+++ Records provided
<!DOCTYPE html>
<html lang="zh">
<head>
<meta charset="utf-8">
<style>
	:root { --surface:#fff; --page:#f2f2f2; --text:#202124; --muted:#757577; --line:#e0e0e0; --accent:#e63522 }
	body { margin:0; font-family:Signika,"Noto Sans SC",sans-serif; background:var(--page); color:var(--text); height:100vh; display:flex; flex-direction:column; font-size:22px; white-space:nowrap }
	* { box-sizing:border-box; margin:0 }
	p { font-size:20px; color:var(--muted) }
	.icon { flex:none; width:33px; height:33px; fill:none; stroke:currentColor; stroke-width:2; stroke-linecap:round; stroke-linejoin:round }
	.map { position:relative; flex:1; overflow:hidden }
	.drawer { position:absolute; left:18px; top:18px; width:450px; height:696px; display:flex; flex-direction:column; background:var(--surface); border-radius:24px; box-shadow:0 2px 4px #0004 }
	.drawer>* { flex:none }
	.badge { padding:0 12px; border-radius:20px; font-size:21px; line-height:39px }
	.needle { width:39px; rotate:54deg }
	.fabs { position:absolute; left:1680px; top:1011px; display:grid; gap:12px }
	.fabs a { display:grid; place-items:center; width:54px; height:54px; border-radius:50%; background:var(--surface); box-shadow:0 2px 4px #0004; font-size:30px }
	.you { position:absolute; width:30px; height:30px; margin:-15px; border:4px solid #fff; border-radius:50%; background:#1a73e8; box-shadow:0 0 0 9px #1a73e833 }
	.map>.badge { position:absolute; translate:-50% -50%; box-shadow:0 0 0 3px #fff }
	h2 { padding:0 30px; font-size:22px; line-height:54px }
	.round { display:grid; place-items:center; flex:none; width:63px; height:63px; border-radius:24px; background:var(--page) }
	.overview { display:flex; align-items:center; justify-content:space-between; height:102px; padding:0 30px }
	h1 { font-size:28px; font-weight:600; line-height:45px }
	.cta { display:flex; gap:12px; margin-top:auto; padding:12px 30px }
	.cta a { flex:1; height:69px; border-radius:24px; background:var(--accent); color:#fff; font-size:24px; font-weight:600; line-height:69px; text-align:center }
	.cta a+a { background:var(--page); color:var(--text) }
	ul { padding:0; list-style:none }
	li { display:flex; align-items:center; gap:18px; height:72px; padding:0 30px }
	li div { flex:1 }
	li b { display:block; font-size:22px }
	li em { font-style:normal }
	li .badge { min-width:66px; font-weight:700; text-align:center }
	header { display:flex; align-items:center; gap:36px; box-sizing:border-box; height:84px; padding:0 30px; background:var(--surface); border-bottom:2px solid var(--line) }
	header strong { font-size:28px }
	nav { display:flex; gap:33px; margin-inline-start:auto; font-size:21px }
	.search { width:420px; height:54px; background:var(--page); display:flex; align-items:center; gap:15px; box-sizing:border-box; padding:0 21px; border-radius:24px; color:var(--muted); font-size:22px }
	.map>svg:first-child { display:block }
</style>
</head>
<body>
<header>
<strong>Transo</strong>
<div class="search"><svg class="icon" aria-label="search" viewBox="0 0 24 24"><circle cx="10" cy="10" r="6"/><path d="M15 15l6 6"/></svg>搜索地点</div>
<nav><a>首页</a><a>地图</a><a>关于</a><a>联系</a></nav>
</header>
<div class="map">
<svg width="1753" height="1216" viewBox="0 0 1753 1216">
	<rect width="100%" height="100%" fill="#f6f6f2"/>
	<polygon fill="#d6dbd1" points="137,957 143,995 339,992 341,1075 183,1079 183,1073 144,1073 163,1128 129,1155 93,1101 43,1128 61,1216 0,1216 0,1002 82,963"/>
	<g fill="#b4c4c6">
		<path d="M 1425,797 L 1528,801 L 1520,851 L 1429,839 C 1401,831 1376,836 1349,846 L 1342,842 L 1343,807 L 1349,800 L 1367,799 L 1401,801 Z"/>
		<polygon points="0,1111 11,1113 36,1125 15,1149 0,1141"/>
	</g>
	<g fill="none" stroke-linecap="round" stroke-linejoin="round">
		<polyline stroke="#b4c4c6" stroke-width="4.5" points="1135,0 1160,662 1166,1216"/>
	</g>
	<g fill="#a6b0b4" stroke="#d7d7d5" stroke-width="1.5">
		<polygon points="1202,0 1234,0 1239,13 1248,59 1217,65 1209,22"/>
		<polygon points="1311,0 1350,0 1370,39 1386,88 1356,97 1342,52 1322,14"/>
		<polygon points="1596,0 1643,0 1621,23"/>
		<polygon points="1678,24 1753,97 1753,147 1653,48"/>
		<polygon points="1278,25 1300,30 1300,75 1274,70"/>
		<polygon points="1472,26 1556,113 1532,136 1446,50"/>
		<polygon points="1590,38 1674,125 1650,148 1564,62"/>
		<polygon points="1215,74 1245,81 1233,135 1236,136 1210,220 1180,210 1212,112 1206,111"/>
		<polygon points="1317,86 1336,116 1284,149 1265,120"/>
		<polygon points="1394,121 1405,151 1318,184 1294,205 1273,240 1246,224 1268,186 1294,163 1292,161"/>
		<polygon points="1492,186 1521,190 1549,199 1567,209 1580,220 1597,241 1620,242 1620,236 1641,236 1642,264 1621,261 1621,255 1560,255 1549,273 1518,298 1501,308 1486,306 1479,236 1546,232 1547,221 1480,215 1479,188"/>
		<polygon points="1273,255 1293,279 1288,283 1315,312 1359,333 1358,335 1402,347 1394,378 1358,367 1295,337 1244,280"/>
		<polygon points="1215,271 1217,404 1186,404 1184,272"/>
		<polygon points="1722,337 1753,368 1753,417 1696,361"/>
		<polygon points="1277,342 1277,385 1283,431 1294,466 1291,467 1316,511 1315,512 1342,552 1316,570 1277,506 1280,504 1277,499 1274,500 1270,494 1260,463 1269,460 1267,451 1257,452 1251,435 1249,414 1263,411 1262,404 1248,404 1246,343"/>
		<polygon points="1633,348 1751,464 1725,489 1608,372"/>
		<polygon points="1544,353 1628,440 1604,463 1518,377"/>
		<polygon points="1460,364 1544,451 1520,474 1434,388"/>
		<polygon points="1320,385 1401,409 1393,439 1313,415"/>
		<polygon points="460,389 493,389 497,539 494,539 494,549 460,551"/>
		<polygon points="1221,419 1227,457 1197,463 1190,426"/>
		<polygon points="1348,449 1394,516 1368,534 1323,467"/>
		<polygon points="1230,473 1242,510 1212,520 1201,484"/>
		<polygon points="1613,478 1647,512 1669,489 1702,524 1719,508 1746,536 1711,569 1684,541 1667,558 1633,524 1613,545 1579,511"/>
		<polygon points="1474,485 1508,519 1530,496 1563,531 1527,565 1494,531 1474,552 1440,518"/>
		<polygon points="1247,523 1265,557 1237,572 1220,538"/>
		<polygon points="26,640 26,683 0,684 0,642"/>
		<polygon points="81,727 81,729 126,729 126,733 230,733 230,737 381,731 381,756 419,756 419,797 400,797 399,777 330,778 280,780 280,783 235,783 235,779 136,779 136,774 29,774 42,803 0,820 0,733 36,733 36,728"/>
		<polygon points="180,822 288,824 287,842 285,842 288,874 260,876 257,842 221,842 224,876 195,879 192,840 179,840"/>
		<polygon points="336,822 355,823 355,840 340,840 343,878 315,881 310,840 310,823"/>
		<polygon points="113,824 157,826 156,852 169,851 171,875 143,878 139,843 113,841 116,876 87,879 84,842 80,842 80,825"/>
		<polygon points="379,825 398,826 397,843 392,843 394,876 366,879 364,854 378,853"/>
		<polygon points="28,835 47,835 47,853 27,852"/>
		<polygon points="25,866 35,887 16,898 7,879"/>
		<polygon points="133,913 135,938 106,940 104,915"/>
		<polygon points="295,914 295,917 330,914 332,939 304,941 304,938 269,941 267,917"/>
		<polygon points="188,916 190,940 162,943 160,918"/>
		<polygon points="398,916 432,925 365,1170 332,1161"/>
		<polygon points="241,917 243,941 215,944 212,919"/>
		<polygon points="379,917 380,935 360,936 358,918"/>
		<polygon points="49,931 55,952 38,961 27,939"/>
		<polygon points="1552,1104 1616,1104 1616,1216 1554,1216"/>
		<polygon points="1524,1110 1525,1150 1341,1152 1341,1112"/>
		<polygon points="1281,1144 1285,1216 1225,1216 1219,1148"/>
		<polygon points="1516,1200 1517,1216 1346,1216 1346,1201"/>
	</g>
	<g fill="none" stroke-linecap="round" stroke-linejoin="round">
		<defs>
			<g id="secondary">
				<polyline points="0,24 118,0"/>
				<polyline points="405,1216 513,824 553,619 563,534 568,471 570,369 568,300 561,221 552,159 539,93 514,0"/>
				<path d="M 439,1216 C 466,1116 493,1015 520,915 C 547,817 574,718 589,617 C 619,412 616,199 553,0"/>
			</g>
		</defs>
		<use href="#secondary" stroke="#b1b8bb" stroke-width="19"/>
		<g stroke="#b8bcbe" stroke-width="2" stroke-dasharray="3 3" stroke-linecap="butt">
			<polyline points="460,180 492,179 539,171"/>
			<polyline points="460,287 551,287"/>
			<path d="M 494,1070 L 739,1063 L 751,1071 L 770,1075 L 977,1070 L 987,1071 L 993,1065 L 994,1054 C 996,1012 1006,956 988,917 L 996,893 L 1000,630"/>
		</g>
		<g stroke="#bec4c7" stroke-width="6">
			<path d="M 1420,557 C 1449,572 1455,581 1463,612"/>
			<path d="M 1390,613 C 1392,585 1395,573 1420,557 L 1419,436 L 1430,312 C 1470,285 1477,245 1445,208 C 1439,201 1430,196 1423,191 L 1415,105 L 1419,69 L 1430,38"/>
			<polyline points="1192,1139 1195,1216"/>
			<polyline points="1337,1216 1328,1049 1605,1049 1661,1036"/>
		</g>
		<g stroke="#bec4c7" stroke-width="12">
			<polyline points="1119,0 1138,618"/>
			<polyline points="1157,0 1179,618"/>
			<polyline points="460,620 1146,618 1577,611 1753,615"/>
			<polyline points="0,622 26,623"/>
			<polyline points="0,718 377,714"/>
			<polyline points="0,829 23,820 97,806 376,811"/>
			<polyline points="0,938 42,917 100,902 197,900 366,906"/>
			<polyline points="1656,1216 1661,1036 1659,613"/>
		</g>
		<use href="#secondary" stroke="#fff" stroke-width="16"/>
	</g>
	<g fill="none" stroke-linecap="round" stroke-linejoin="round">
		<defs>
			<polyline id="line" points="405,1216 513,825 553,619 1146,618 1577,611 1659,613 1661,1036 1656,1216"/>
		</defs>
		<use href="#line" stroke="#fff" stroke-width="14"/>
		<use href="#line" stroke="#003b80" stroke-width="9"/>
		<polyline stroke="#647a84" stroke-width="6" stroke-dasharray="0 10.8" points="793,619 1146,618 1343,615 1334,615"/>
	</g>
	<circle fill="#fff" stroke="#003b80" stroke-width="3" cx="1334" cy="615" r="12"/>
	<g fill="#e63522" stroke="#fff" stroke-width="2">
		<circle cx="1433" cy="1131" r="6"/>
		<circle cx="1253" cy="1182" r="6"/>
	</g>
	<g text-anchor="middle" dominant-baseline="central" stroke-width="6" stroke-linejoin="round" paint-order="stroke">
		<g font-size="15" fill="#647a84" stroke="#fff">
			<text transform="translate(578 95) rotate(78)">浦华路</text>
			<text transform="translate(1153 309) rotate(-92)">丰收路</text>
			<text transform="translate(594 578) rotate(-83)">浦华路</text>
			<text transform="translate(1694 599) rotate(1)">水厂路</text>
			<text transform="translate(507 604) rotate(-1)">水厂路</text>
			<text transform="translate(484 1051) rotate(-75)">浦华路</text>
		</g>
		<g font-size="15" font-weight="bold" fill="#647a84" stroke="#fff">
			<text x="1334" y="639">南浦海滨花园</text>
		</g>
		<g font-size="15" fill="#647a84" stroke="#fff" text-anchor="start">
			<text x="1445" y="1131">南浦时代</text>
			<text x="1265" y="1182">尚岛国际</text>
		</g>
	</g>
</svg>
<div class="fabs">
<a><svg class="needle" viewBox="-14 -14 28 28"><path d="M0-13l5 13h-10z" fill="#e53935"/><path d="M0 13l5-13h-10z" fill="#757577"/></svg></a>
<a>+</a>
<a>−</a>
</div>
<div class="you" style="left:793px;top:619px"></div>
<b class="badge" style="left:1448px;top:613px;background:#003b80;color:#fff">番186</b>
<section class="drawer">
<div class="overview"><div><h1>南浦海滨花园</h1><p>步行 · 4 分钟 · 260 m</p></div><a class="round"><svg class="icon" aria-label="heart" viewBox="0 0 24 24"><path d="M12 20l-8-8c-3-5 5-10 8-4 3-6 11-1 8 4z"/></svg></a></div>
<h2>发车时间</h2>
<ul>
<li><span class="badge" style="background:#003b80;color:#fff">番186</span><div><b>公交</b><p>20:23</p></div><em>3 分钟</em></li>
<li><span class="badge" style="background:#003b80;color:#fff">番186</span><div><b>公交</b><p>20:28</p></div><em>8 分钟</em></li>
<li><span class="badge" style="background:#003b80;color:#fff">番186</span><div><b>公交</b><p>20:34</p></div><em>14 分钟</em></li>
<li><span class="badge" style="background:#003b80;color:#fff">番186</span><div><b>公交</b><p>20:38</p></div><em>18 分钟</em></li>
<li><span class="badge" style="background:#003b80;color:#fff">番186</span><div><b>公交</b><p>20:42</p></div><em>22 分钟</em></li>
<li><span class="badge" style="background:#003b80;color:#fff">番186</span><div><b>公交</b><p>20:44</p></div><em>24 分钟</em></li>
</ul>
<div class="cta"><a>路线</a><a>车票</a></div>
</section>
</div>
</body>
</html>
++++++
Please return every line of the records above that contains the word "column".

	body { margin:0; font-family:Signika,"Noto Sans SC",sans-serif; background:var(--page); color:var(--text); height:100vh; display:flex; flex-direction:column; font-size:22px; white-space:nowrap }
	.drawer { position:absolute; left:18px; top:18px; width:450px; height:696px; display:flex; flex-direction:column; background:var(--surface); border-radius:24px; box-shadow:0 2px 4px #0004 }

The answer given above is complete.